◆ HOW TO COMPLETE THIS TASK:
Look through the lines below and copy each one that includes "paths".

◆ MATERIAL PROVIDED:

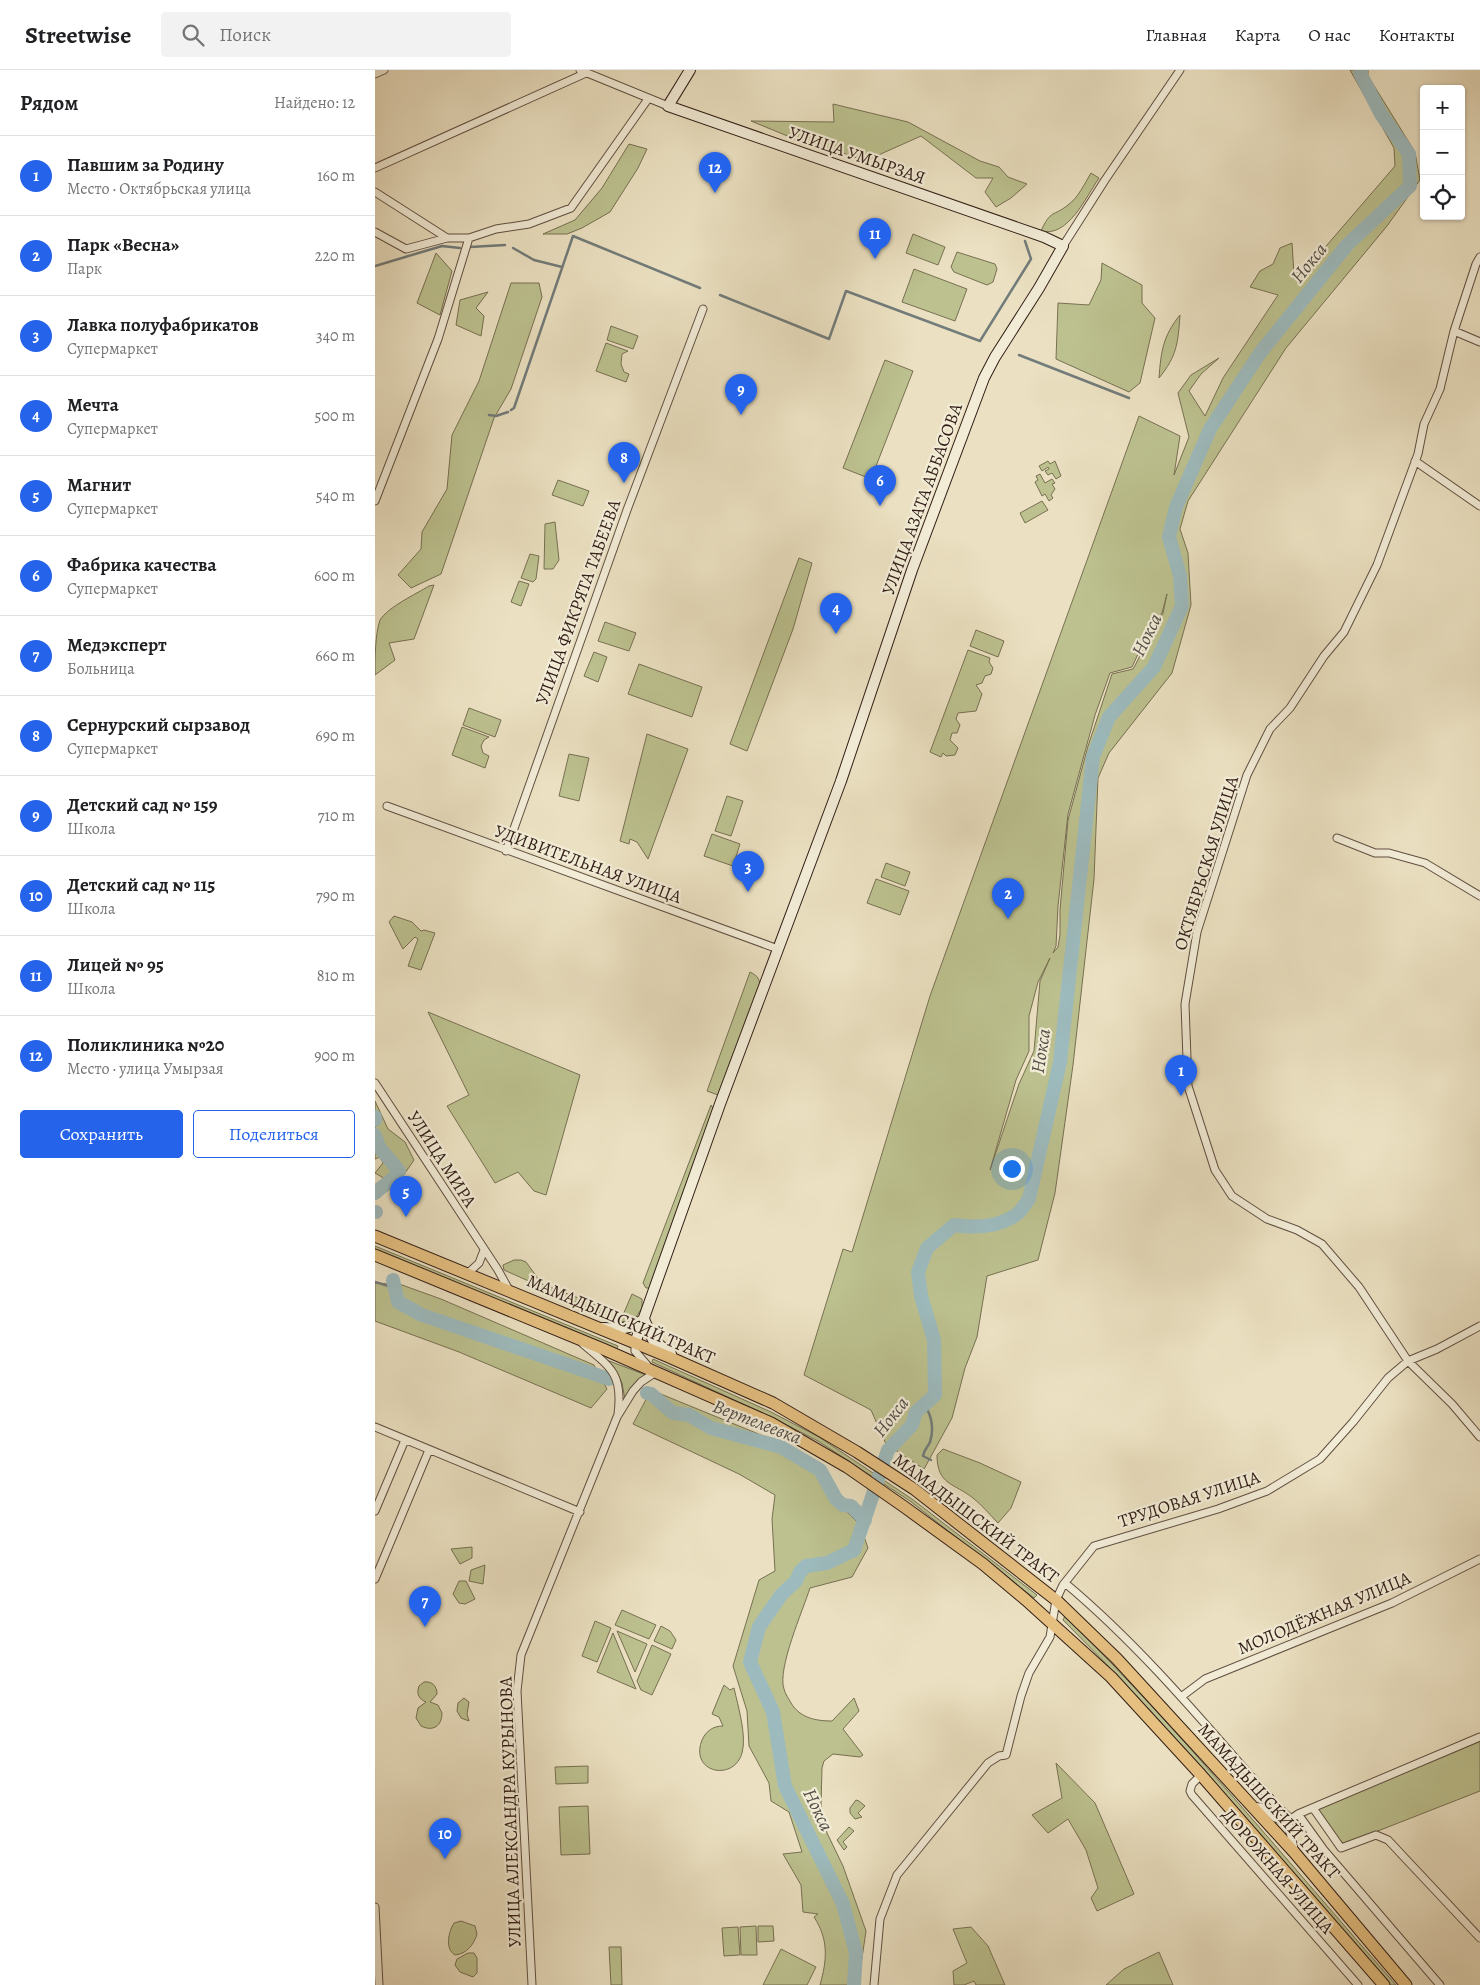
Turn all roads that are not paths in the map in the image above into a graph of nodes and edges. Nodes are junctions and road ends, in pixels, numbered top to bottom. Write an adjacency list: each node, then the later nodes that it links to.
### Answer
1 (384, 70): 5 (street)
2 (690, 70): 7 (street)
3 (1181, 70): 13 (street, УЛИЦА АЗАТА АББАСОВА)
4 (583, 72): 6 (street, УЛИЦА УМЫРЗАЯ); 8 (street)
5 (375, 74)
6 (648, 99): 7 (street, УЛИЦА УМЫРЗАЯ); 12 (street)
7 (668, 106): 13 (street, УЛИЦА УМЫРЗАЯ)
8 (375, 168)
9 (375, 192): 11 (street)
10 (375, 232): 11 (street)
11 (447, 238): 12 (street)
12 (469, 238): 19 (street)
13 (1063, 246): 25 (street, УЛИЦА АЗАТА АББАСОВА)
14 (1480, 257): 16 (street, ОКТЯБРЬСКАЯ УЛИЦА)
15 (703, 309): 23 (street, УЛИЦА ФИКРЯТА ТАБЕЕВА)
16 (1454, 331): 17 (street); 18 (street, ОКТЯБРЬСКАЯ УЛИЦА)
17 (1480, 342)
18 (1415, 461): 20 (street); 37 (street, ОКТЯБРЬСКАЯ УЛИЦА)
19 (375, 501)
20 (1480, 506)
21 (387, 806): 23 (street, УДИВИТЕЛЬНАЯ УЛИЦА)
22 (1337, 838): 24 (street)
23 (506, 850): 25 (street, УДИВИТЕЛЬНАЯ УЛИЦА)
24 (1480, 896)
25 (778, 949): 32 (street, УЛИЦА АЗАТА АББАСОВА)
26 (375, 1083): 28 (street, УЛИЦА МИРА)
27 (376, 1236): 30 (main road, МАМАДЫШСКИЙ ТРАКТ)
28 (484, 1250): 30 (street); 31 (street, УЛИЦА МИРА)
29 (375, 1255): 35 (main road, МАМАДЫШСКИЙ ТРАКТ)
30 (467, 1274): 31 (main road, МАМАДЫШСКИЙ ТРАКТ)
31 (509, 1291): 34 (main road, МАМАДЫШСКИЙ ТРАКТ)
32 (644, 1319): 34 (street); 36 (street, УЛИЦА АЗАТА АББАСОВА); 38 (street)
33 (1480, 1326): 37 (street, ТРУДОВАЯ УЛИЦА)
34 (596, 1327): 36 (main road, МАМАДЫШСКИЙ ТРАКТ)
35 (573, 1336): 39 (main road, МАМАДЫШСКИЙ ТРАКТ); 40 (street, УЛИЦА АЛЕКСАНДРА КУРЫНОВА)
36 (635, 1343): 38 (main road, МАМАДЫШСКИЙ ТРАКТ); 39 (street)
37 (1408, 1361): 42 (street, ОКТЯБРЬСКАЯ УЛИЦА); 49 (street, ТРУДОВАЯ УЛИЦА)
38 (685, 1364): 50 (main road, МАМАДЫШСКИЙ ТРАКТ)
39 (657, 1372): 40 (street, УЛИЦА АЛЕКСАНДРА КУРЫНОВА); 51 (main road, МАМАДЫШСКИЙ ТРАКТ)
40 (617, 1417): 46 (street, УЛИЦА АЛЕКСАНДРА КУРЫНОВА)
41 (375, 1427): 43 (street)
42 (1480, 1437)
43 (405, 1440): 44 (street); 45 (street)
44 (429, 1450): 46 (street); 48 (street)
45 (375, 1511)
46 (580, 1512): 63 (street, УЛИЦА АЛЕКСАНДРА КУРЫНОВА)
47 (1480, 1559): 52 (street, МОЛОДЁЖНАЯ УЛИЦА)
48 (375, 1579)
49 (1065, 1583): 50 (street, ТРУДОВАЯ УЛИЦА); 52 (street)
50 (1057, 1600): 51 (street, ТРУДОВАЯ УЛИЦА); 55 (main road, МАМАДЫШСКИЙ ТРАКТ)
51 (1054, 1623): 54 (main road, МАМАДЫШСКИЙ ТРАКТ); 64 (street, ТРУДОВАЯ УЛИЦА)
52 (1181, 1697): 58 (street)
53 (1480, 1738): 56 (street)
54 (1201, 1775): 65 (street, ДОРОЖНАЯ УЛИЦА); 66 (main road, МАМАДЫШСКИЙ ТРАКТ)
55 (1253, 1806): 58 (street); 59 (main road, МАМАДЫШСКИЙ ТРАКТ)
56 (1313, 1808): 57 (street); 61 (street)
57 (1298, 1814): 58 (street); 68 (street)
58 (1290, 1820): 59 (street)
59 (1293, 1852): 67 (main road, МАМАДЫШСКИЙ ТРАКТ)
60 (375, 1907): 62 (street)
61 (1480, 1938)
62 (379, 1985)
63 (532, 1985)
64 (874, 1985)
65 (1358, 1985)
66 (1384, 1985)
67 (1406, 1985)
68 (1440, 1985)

* * *

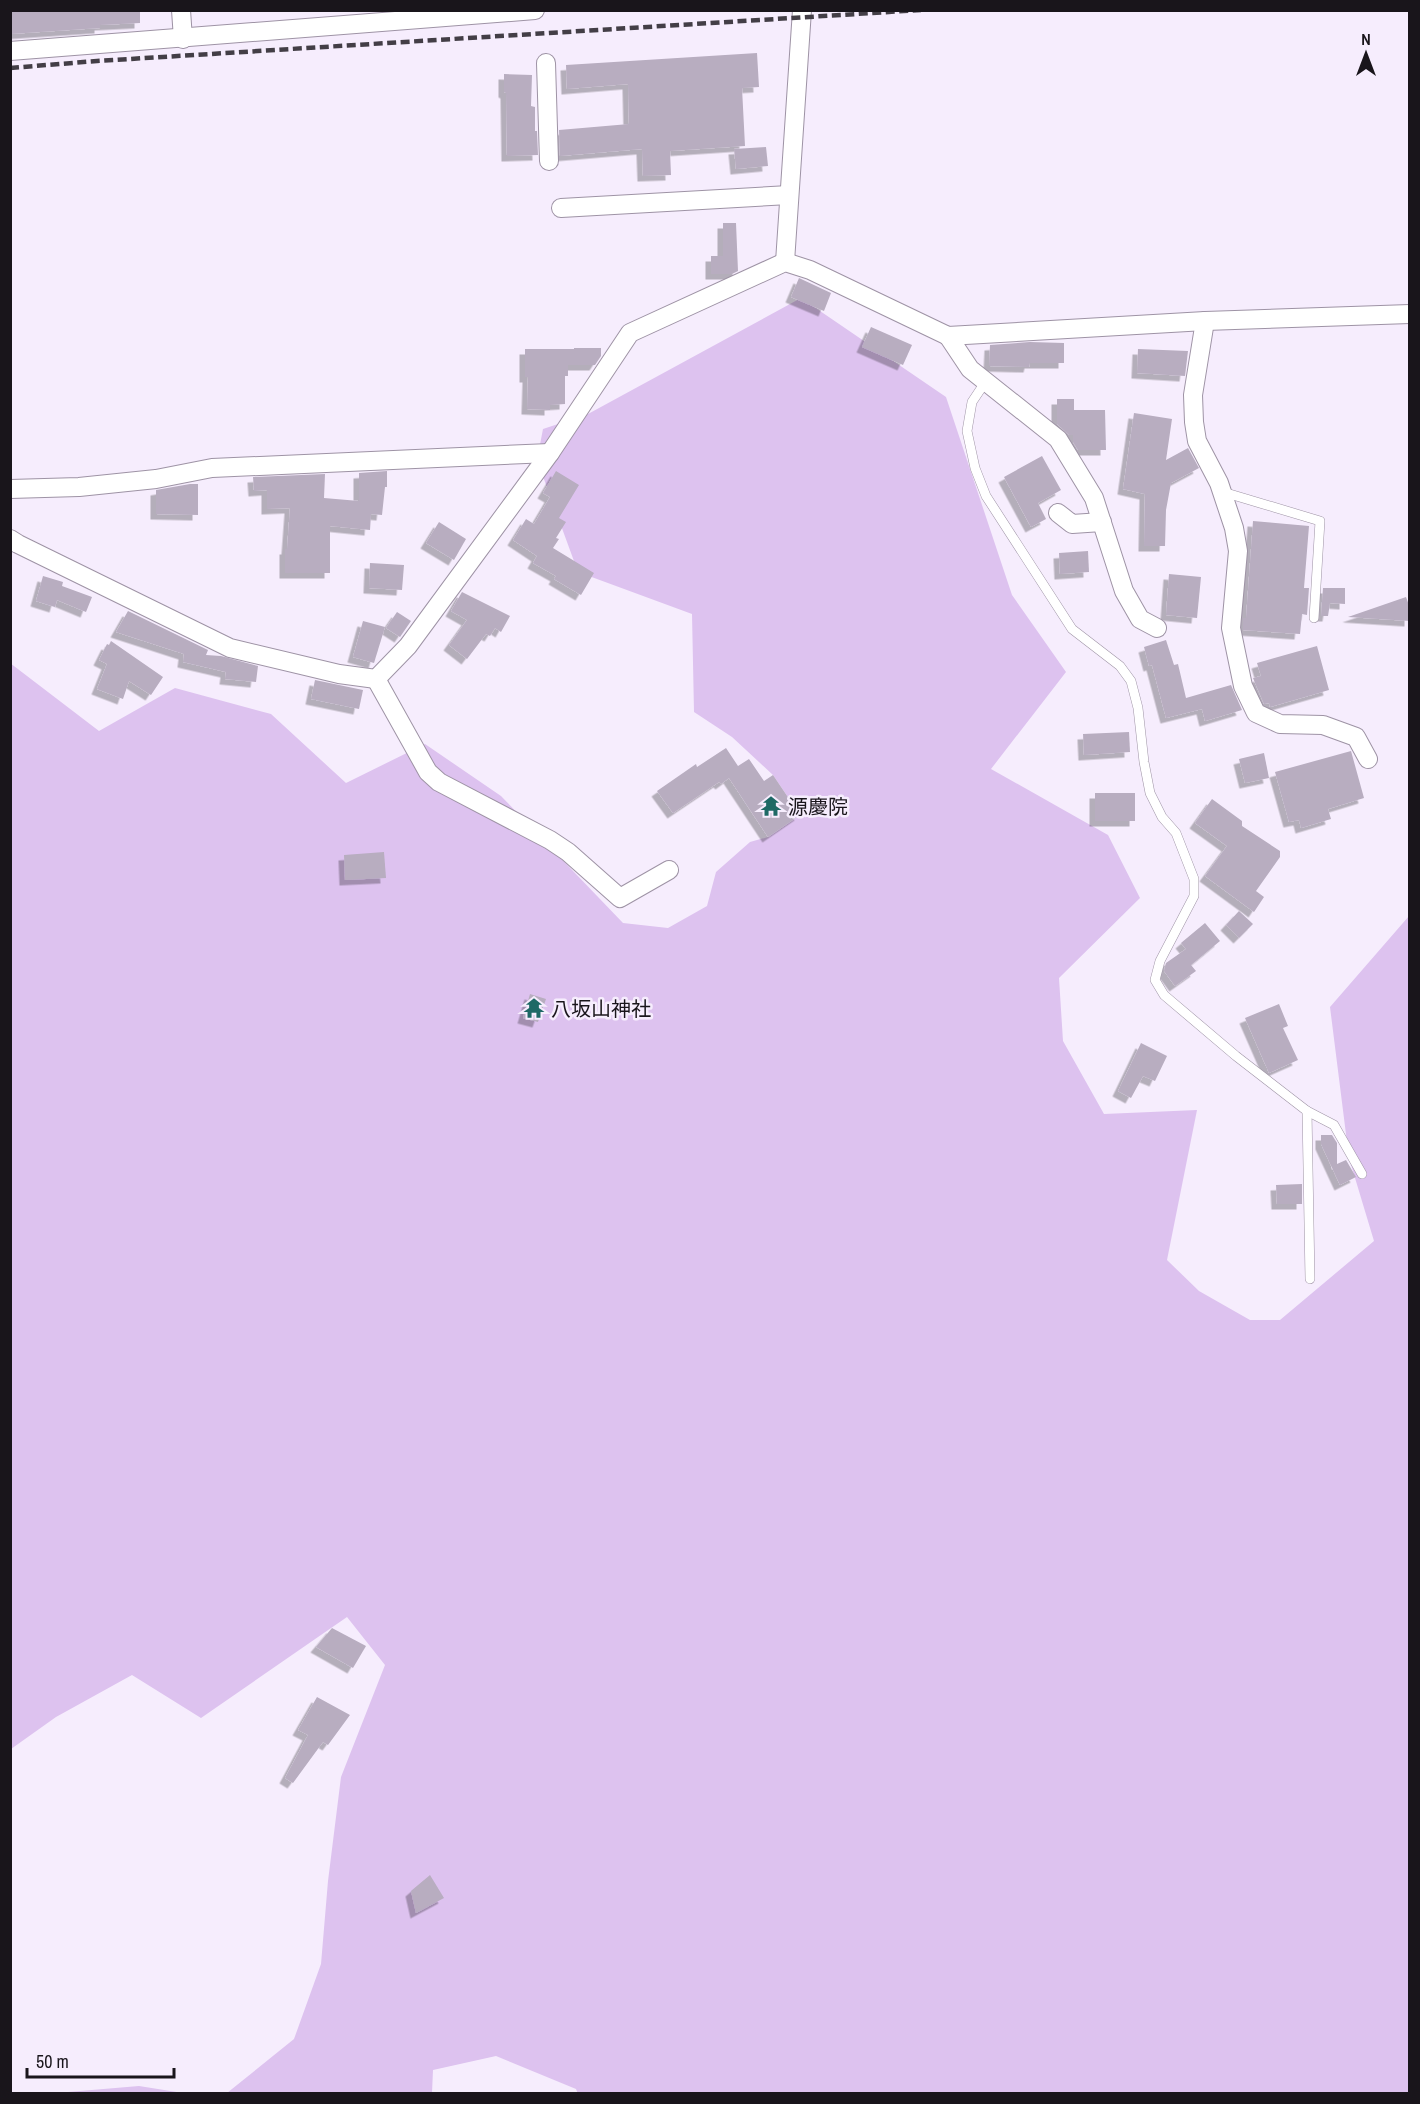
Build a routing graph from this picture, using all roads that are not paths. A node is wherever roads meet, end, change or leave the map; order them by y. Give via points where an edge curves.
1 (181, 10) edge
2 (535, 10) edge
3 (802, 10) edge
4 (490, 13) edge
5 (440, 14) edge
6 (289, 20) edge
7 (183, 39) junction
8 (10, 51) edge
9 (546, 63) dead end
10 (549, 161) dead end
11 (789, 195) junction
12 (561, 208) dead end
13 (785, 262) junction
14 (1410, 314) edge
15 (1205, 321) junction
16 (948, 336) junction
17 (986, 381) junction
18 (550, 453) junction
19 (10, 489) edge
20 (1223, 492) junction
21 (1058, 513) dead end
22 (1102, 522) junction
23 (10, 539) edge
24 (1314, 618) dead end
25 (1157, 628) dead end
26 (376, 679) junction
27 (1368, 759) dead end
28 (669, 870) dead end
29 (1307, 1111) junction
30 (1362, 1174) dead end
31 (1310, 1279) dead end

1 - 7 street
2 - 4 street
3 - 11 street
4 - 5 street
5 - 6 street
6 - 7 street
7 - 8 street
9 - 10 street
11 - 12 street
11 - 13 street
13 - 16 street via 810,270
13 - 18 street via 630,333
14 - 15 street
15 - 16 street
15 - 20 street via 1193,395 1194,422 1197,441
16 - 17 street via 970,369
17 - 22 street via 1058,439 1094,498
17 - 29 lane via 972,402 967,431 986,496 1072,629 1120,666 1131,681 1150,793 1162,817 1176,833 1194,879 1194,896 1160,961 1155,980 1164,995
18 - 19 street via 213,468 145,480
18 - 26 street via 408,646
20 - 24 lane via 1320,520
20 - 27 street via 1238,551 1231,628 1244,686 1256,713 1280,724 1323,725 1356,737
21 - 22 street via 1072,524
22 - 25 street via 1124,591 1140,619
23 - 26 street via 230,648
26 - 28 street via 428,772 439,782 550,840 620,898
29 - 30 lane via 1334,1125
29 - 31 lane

◆ EXERCISE ANSWER:
Turn all roads that are not paths in the map in the image above into a graph of nodes and edges. Nodes are junctions and road ends, in pixels, numbered top to bottom. Write an adjacency list: each node, then the later nodes that it links to.
Build a routing graph from this picture, using all roads that are not paths. A node is wherever roads meet, end, change or leave the map; order them by y. Give via points where an edge curves.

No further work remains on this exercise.